“Pengorganisasian informasi dan ilmu pengetahuan merupakan aktivitas ideologis”
(Ziauddin Sardar)
note: ini perenungan pribadi saya, belum tentu sama dengan pendapat para ilmuwan perpustakaan.
Sumber gambar klik |
Purwo.co - Saat ini, kita mengenal beberapa skema klasifikasi yang menghegemoni dunia kepustakawanan. Kita kenal UDC alias Universal Decimal Classification, DDC alias Dewey Decimal Classification. Kemudian LC atau library congres classification. Skema klasifikasi ini digunakan untuk menentukan nomor atau kode klasifikasi, sebagai wakil koleksi. Wakil berupa kode inilah yang menjadi dasar koleksi disusun, agar memudahkan pustakawan dan pemustaka menemukan.

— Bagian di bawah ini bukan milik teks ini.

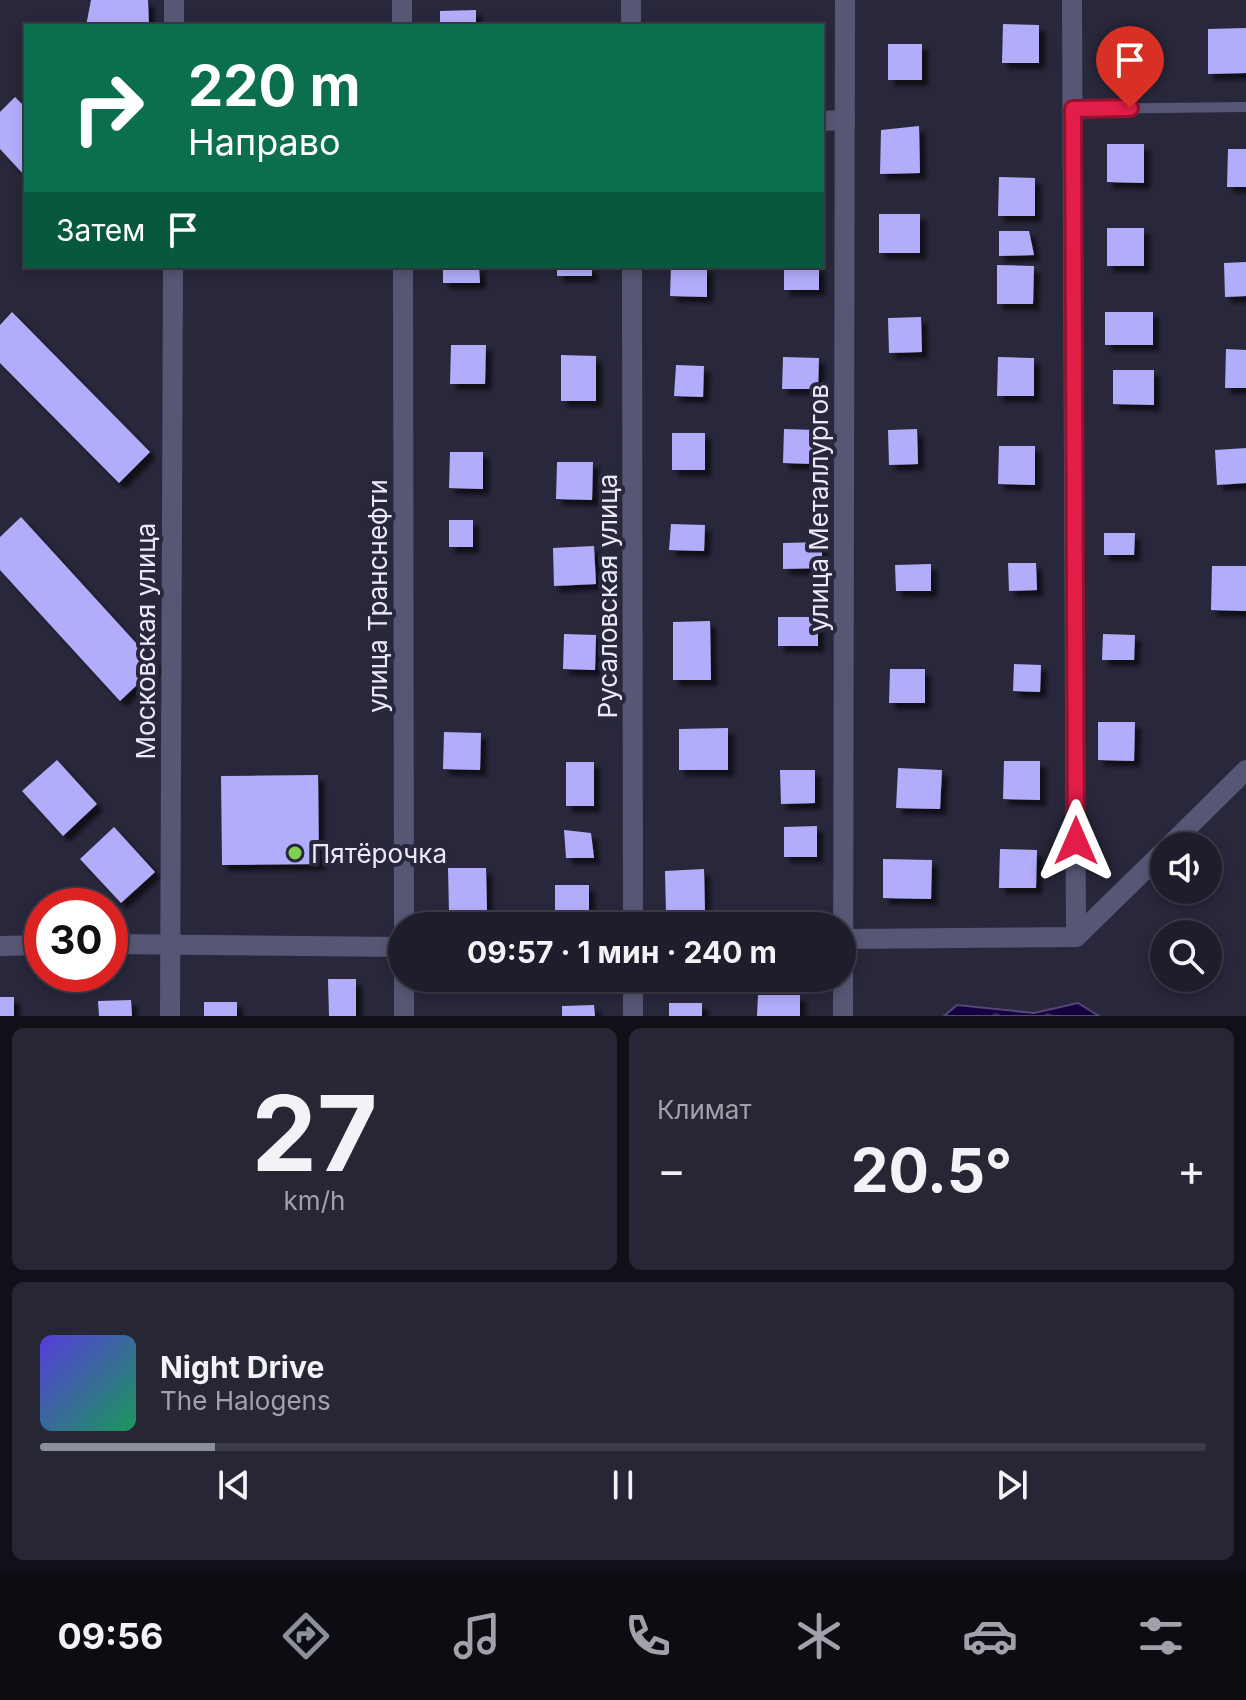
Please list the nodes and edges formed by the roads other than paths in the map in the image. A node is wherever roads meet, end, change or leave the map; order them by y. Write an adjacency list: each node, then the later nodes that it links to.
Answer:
1 (174, 0): 6 (street)
2 (402, 0): 7 (street)
3 (631, 0): 8 (street)
4 (845, 0): 11 (street, улица Металлургов)
5 (1072, 0): 10 (street)
6 (174, 24)
7 (402, 24)
8 (631, 24)
9 (1246, 107): 10 (lane)
10 (1073, 109): 22 (street)
11 (845, 120): 12 (street); 21 (street, улица Металлургов)
12 (824, 121)
13 (173, 268): 24 (street, Московская улица)
14 (403, 268): 19 (street, улица Транснефти)
15 (632, 268): 20 (street, Русаловская улица)
16 (1246, 770): 17 (street)
17 (1183, 832)
18 (1150, 865): 22 (street)
19 (404, 912)
20 (633, 912)
21 (842, 912)
22 (1076, 937): 23 (street)
23 (856, 939)
24 (169, 943): 25 (street); 28 (street); 32 (street, Московская улица)
25 (128, 944)
26 (24, 945): 27 (street)
27 (0, 946)
28 (388, 947)
29 (404, 992): 33 (street)
30 (633, 992): 34 (street)
31 (843, 992): 35 (street, улица Металлургов)
32 (170, 1016)
33 (404, 1016)
34 (633, 1016)
35 (843, 1016)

Skema-skema di atas, dengan berbagai aturan di dalamnya, ditafsirkan oleh pustakawan atas sebuah judul koleksi (dan subyeknya), yang akhirnya menghasilkan kode. Kadang, kode ditemukan dengan mudah, kadang lumayan sulit, kadang sulit sekali. Pengetahuan pustakawan atas semesta ilmu pengetahuan, menjadi salah satu sebab ditentukannya sebuah kode, dan mempengaruhi sulit tidaknya kode klass ditentukan. Kadang pula, ada koleksi yang tidak ditemukan kodenya. Di UDC, atau DDC, misalnya.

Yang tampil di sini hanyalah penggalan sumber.